Virginia Magazine of History and Biography
Volume 115 / Number 3
ABSTRACT:
"With a Weight of Circumstances Like Millstones About their Necks": Freedwomen, Federal Relief, and the Benevolent Guardianship of the Freedmen's Bureau
- By Mary Farmer-Kaiser, pp. 412–42
"With a Weight of Circumstances Like Millstones About their Necks" examines the relief policies adopted by the Freedmen's Bureau in Virginia in the immediate aftermath of the Civil War. By demonstrating the role that both bureau agents' gendered assumptions and freedwomen themselves played in shaping the actions of the federal agency's "war on dependency," it reveals that black women remained on ever-dwindling federal relief rolls despite increasingly restrictive policies demanding otherwise.
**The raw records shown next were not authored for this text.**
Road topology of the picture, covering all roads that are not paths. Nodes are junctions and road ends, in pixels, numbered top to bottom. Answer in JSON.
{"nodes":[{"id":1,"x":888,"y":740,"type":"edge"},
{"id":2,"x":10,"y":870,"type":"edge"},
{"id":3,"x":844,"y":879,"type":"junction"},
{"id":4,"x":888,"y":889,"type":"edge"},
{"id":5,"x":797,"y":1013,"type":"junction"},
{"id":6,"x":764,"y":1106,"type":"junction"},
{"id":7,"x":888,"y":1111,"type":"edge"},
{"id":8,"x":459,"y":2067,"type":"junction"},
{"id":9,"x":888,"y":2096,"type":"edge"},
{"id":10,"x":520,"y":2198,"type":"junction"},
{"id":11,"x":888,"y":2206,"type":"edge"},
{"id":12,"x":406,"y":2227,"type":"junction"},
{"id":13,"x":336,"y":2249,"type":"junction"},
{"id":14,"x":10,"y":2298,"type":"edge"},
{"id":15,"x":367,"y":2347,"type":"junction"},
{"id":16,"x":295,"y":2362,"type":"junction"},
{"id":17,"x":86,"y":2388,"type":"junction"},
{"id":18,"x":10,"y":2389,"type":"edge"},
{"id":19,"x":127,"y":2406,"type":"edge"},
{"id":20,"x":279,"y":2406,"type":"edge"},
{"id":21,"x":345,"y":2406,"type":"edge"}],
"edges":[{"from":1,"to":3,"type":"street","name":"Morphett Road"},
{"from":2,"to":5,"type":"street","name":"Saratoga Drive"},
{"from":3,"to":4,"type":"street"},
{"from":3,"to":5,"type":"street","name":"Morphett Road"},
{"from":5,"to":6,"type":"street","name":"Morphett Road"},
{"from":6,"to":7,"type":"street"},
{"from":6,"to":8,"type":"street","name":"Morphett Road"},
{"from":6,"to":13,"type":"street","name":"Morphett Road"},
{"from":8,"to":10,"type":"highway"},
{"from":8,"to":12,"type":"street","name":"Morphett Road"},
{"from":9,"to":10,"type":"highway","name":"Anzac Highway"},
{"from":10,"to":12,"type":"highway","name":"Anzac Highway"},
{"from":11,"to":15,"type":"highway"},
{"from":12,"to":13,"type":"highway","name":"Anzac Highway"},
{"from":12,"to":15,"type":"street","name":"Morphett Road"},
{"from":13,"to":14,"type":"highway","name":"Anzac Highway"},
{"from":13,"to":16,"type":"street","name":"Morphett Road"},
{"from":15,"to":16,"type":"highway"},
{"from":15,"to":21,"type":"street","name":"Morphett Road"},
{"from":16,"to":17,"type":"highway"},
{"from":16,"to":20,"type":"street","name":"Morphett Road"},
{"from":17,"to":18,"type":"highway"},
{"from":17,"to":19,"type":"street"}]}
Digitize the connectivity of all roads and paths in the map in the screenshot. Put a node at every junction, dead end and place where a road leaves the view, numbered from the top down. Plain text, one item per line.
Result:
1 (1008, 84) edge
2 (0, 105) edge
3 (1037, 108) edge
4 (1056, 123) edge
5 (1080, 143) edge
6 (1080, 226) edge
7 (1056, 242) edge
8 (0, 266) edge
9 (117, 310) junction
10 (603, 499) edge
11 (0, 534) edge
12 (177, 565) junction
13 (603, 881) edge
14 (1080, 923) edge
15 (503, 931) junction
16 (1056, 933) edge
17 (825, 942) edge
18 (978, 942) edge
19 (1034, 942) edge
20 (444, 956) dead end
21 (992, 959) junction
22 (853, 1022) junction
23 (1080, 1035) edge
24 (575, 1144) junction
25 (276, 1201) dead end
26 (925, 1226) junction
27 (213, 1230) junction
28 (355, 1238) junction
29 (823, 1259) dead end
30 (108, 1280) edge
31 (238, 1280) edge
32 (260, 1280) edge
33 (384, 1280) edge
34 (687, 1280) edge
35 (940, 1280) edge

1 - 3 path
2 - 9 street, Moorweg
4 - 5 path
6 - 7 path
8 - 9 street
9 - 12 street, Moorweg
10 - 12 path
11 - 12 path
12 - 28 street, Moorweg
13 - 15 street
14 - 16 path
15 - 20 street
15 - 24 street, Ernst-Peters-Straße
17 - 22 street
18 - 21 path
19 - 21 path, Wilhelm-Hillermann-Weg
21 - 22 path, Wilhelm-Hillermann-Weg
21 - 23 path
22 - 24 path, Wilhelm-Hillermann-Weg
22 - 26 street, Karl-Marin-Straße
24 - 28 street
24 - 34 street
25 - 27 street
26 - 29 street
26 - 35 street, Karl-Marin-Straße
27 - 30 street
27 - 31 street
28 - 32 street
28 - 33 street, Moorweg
All the while working to remove freedwomen from bureau relief rolls as ordered—by eliminating black women's need for aid through the enforcement of black men's responsibilities as husbands and fathers, through employment and relocation efforts, and through the apprenticeship of young children—local agents clearly recognized them as women and acknowledged an appropriate dependency for them based on their gender. These agents, as long as bureau relief was available, thus resolved a contradiction between policy and practice by accepting an expanded definition of the deserving poor that was more likely to include freedwomen, especially those who were mothers, than freedmen. In coming to the bureau as deserving women worthy of assistance, freedwomen secured benefits, as meager and short lived as they may have been, granted to them because of their gender. No longer the dependents of a master and not yet dependents of black husbands, they became dependents of the federal government. Always viewed as a temporary need, however, federal material aid ended quickly for these women. Yet, in the interim, bureau benevolence eased the momentous weight of circumstances they faced.